*Action item*
Take each line from the entries that holds "Marte" and copy it out.

+++ Material provided +++

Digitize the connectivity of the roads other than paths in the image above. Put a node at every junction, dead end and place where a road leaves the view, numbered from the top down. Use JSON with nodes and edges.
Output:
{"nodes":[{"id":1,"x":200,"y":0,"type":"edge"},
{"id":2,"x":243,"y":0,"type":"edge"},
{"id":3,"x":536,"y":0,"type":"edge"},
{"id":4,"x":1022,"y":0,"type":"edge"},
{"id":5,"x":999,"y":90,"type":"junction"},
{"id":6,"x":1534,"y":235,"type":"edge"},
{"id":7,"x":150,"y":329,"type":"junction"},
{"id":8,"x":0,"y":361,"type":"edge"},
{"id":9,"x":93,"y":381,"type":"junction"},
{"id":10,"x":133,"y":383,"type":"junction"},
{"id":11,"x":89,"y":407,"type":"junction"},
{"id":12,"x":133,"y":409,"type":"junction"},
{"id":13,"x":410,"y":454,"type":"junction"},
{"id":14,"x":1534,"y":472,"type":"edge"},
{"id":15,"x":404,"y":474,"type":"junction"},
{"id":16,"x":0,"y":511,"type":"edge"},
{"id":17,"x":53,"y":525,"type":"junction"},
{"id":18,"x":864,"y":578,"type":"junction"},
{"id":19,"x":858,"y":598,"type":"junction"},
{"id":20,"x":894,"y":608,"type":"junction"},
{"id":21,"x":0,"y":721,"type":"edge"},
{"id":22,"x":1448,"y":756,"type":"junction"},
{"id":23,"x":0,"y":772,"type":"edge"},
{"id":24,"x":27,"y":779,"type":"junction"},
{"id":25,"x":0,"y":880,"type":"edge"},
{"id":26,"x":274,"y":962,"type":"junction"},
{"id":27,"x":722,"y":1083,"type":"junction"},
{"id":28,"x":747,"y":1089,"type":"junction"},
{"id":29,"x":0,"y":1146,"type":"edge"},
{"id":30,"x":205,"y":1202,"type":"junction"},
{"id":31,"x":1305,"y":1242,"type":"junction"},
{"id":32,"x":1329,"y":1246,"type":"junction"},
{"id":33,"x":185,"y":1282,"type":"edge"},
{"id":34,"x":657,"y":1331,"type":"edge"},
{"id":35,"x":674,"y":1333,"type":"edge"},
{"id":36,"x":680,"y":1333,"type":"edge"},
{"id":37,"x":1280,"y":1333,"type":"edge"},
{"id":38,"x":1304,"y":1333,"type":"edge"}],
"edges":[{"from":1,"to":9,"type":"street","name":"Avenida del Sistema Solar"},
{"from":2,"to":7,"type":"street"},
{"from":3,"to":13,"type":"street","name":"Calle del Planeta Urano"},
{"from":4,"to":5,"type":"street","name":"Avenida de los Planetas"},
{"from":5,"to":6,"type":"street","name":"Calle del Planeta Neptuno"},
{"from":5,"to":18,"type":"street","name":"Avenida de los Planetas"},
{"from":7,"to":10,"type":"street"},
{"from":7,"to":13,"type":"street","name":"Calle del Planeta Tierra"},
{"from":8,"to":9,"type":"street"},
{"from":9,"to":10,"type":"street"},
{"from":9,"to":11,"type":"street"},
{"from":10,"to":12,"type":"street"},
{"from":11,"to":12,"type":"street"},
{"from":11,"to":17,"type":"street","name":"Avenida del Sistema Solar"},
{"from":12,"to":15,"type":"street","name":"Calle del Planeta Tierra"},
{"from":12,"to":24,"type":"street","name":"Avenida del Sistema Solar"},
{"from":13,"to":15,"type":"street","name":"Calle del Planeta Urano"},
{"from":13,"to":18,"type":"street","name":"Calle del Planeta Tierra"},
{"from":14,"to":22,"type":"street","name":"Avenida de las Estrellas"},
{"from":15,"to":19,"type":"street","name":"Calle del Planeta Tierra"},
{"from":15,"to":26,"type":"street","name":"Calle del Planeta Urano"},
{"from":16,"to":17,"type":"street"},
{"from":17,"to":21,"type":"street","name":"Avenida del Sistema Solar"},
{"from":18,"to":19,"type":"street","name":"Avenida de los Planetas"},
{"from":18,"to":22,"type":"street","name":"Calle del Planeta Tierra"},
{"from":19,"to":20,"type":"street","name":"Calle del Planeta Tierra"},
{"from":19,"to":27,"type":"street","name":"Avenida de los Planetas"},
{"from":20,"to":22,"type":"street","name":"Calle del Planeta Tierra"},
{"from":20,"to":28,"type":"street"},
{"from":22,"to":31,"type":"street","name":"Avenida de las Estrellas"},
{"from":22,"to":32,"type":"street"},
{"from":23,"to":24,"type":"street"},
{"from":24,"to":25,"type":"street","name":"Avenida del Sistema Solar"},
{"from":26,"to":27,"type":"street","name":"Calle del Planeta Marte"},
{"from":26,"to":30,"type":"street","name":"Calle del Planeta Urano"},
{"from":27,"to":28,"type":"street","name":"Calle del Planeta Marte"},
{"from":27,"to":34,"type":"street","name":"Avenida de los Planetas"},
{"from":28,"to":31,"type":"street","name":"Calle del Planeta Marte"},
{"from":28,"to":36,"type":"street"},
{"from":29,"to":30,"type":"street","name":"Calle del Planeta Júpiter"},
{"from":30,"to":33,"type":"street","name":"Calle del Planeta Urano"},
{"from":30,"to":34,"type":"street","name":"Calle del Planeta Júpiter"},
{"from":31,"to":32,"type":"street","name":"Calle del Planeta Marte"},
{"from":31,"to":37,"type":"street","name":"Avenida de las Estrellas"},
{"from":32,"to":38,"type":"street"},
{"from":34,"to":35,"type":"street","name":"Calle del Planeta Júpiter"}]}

+++

*Output of the exercise*
{"from":26,"to":27,"type":"street","name":"Calle del Planeta Marte"},
{"from":27,"to":28,"type":"street","name":"Calle del Planeta Marte"},
{"from":28,"to":31,"type":"street","name":"Calle del Planeta Marte"},
{"from":31,"to":32,"type":"street","name":"Calle del Planeta Marte"},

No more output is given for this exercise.